BHUJ earthquake occurred in 2001 and caused extensive damage to the structures and huge loss of lives also. Collapse of more than hundred reinforced buildings is due to open ground storey i.e. soft storey.

BHUJ earthquake has emphasized that such buildings are extremely vulnerable under earthquake shaking. Significant doubts have been arised in the minds of the professionals in dealing with these structures and make the structure more stiff, to resist earthquake.

The earthquake causes vibratory ground motions at the base of the structure, and the structure actively responds to these motions. For the structure responding to a moving base, there is an equivalent system. The base is fixed and the structure is acted upon by forces (called inertia forces) that cause the same distributions that occur in the moving-base system. In design system it is customary to assume the structure as a fixed- base system acted upon by inertia forces. Seismic design involves two distinct steps

  1. Determining (or estimating) the earthquake forces that will acted on the structure, and,

  2. Designing the structure to provide adequate strength, stiffness, and energy dissipation capabilities to with stand these forces.

1.2. BEHAVIOR OF STRUCTURE:

Building and other structures are composed of horizontal and vertical structural elements that resist lateral forces. The horizontal elements, diaphragms and horizontal bracings are used to distribute the lateral forces to vertical elements. The vertical elements that are used to transfer lateral forces to the ground are shear walls, braced frames and moment resisting frames. The structure must include complete lateral and vertical force resisting systems, capable of providing adequate energy dissipation capacity to withstand the design ground motions with in the prescribed limits, deformation and strength demand.

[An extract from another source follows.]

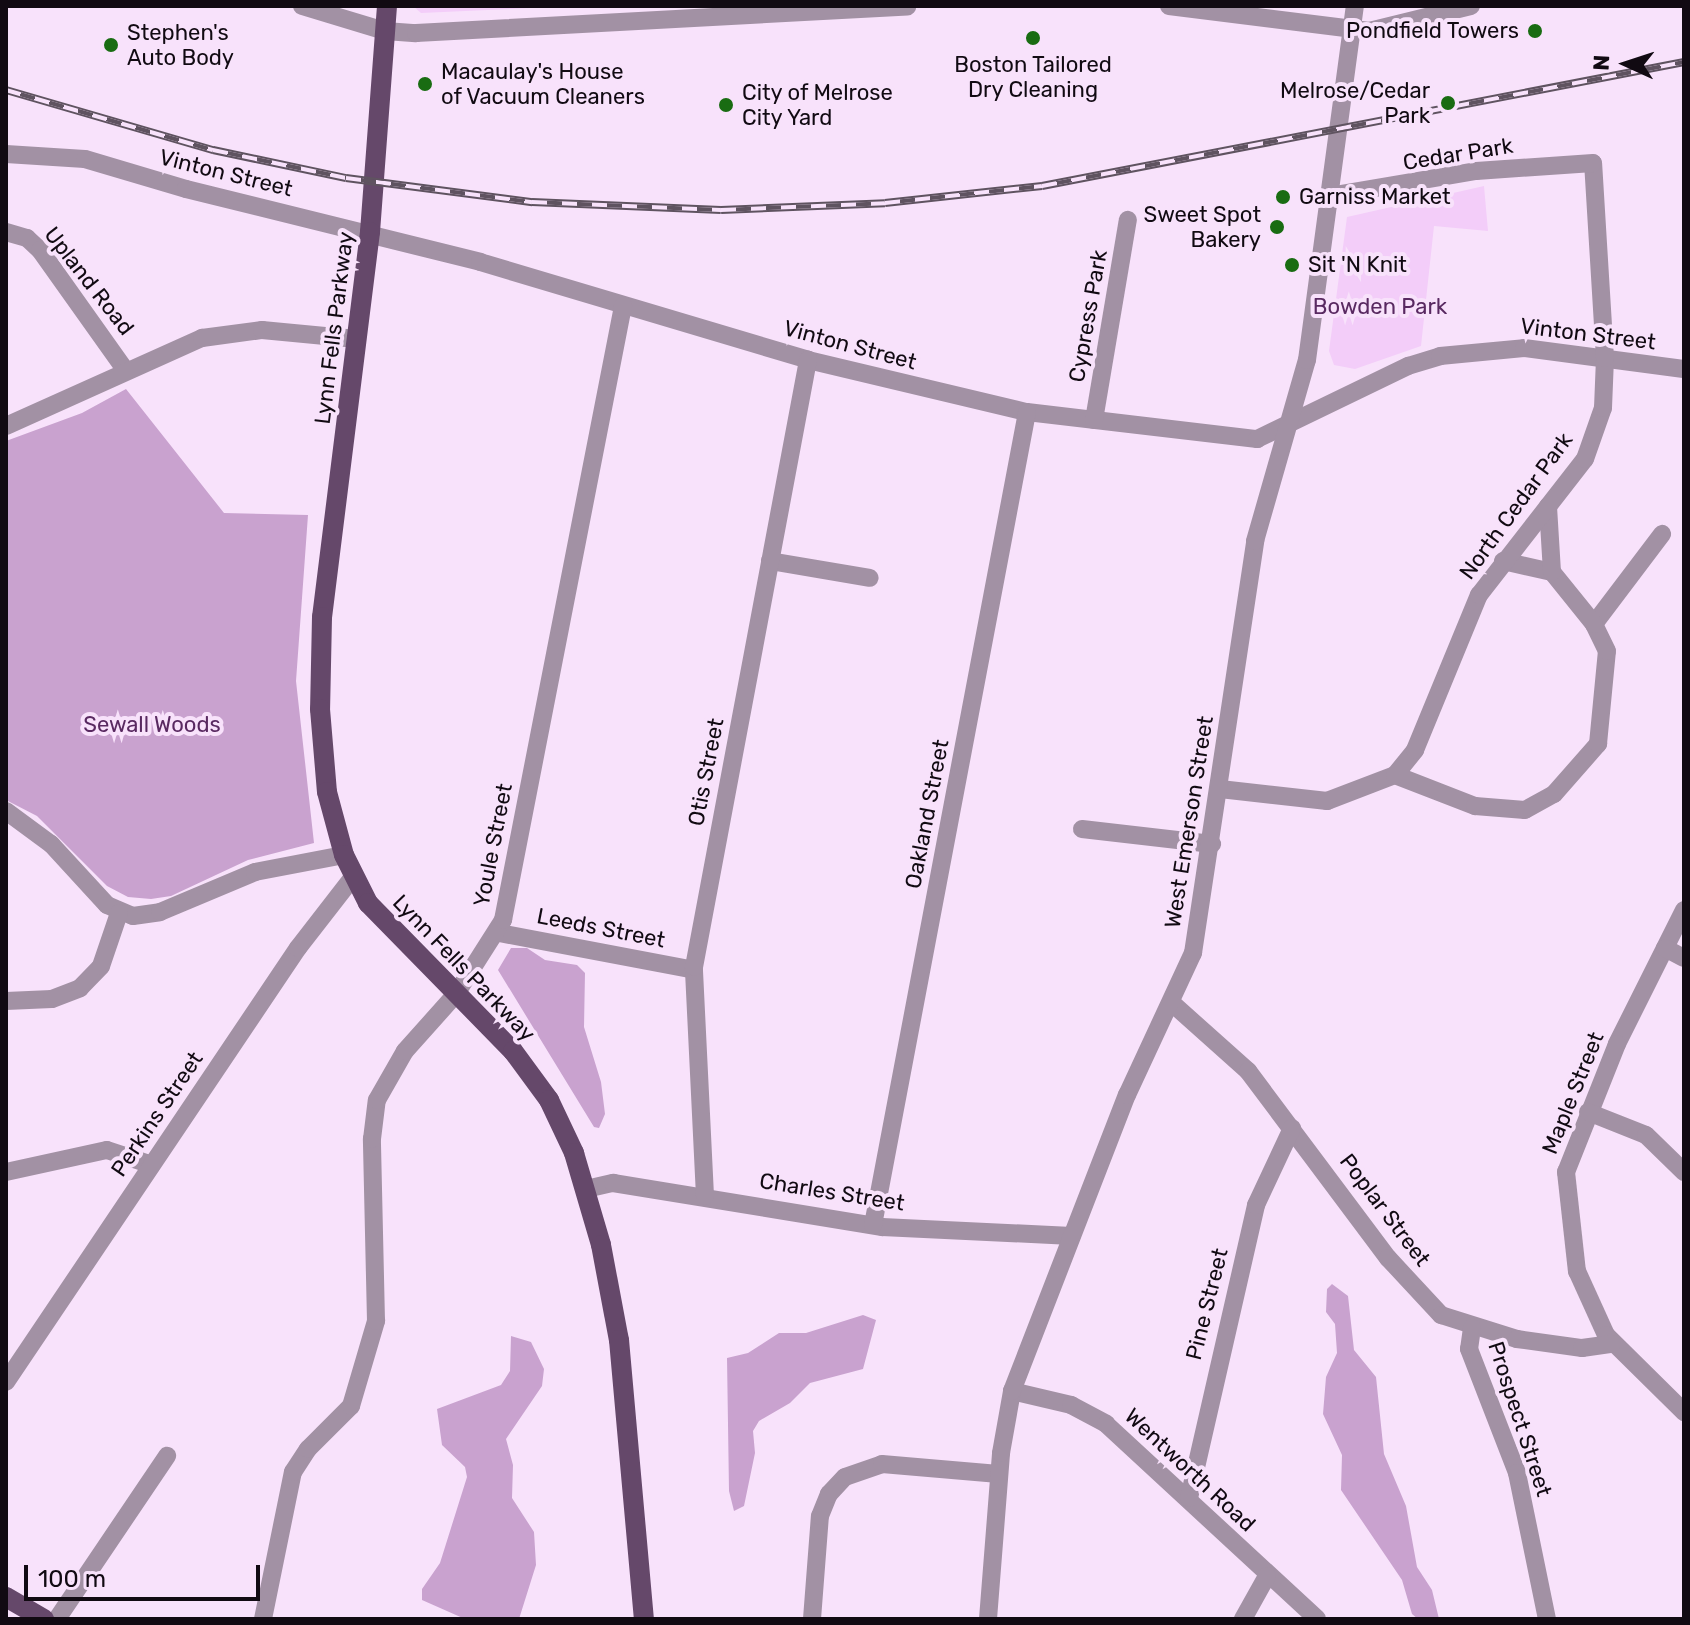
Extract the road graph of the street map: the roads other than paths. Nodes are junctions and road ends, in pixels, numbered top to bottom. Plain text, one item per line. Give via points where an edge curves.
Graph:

The loads or forces that a structure sustains during an earthquake result directly from the distortions induced in the structure by motion of the ground on which it rests. Earthquake loads are inertia forces related to the mass, Stiffness and energy absorbing. (i.e. damping and ductility) characteristics of the structure.

During the life of a structure , located in a seismically active zone, subjected to many small earthquakes, some moderate earthquakes, one or more large earthquakes and possibly a very severe earthquake. In general it is uneconomical or impractical to design buildings to resist the forces resulting from the very severe earthquake with in the elastic range of stress instead the building is designed to resist lower level of force, using ductile systems. When the earthquake motion is large to severe, some of the structural elements are expected to yield. Buildings that are properly designed and detailed can survive earthquake forces substantially greater than the forces associated with allowable stresses in the elastic range. Seismic design concepts must consider building proportions and detail for their ductility and for their reverse energy- absorbing capacity for surviving the inelastic deformations that would result from the maximum expected earthquake.

Architectural planning of structures:

The behaviour of a building during earthquake depends critically on its overall shape, size and geometry, in addition to the earthquake forces. Building with plan

irregularities (e.g., those with re-entrant corners such as L-shape plans on corner plots) and those with elevation irregularities (e.g., large vertical setbacks in elevation such as a plaza type configuration in commercial structures) are common. Building with plan asymmetry may experience significant torsional motions with even slight eccentricity between the center of mass (CM) and the center of rigidity (CR).As a result, the flexible side of the building (the edge of the building closer to CM) experiences larger than the stiff side (the edge of the building closer to CR).If not designed to accommodate these excessive deformations, the columns on the flexible side may fail and lead to collapse.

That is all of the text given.